Ими же ко вечности текут человецы,
Даждь Боже ко блаженной. Тии же суть вецы.
Первый есть от Адама, иже в конец взяше.
Егда поток за грехи во вселенней бяше.
Точнее, пожалуй, не скажешь. А завершается стихотворение «Семь таинств» такими словами:
…от Христа Бога леты протекает,
кто весть день судный конец сего века знает.
Греческий историк Дионисий Галикарнасский[84], пожалуй, первым обосновал правила, которым не пременно должен следовать ученый муж, взявшийся как за бытописание, так и освещение чреды событий, уходящих вглубь веков. Приведем некоторые из них: «Первое – чтоб историк выбрал бы повесть красную и сладкую, чтобы сердце чтущих веселил… Второе – чтобы знал, откуду начинати историю и до которых мест писати… Третье – чтобы знал, что подобает во истории молчанию предати и что пристойно объявити…»
Симеон Полоцкий не совершал исторических открытий, вовсе не собирался подавить читателя своей ученостью, прекрасно сознавая, что многое из того, о чём он вещал в виршах и поэмах, известно из упоминавшегося «Хронографа» и «Пчелы»[85] – древнерусского сборника изречений, заимствованных из Святого Писания, и философских рассуждений о мудрости, правде, дружбе, благодати, а также трудов отцов Церкви, которые мирно соседствовали с сочинениями греческих писателей, язычников.

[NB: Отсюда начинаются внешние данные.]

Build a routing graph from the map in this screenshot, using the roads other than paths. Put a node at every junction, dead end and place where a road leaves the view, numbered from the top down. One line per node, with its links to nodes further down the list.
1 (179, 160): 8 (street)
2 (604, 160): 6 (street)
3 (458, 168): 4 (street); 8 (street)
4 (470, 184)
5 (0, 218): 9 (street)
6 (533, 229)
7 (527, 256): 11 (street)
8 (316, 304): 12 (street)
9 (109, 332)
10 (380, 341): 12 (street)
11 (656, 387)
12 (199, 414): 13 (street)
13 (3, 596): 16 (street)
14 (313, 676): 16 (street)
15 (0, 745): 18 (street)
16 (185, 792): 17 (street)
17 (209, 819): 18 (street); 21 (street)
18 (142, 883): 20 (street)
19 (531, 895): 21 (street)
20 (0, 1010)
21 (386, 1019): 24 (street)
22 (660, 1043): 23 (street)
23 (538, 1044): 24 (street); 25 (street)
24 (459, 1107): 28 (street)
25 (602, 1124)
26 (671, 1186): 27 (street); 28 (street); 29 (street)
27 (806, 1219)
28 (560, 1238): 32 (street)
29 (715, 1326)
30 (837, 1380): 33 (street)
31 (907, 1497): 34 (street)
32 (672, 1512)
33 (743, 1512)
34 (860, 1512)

Но одно дело познавательный исторический труд, к которому не каждый мог подступиться, а иное – силлабическая поэзия, упрощавшая восприятие даже самого сложного материала. Любое произведение Симеона Полоцкого с заимствованными сюжетами из римской, греческой, библейской истории было доступно для понимания любознательным отрокам. А ведь именно этого и добивался Симеон. Однако в его проповедях мы не обнаружим ни примеров, ни высказываний знаменитых римлян и греков. Единственный случай, когда Симеон Полоцкий обращается к западноевропейской истории – рассказ, в котором говорится о Фенелле, жене скотийского (шотландского) царя Кемефа II в «Вертограде многоцветном». Ориентир для произведений и душевных откровений Симеона Полоцкого – Священная история.
Святитель Димитрий Ростовский[86], не понаслышке знакомый с творчеством Симеона Полоцкого, гораздо смелее внедрял в проповеди то, чего старательно избегал игумен монастыря Всемилостивейшего Спаса и с церковной кафедры вещал о смерти Клеопатры, о житиях царя Лакедемонского, Павзания и событиях Византийской истории.
А. И. Белецкий задается вопросом, что же взял Симеон у историков, и почти на ста страницах своей книги дает основательный ответ, смысл которого таков: Симеон Полоцкий, используя эпиграммы, «ядовитые» стихотворные характеристики, с издевкой говорит о правителях ущербных, жестоких, тупых и утверждает, что
Злому делу казнь Богом сотворится
…
И душа премерзкая яко в ад вержется.
Относительно праведных правителей и государственных деятелей – Филиппа Македонского, Юлия Цезаря, Августа, Тита, Траяна, а после Рождества Христова – Константина Великого, Франциска I, Альфонса Арагонского – у Симеона Полоцкого находим:
Кто есть царь, а кто тиран, хощети ли знати:
Аристотеля книги потщися читати,
Он разнствие обою сие полагает,
Царь подданным прибытков ищет и желает.
Тиран паки прижитий всяко ищет себе,
О гражданстей ни мало печален потребе.
И, наконец, апофеоз назидания:
Тако бы Христа верным должно подражать
Добродушьем его на себе являти.
Но, пожалуй, самое сокровенное желание Симеон Полоцкий выразил в стихотворении «Делати», где говорится о царе, который безмерно любит чад своих, подданных, подает им пример в бою, в труде и не стыдится делать всё своими руками:
…Царем не срамно быти,
Руками дело честно робити.
Разве это не пример того, когда постижение и преподношение истории становится вещим предсказанием появления на российском престоле царя-труженика, царя-преобразователя, носителя императорского титула «Отца Отечества»?
Самой натуре Симеона Полоцкого чуждо было самовосхваление. Он пребывает во многих творческих и церковных ипостасях, но даже и не пытается причислить себя к сонму историков, здраво полагая, что его вирши и проповеди лишь порог, за которым начинается наука, требующая всецелой отдачи и увлеченности.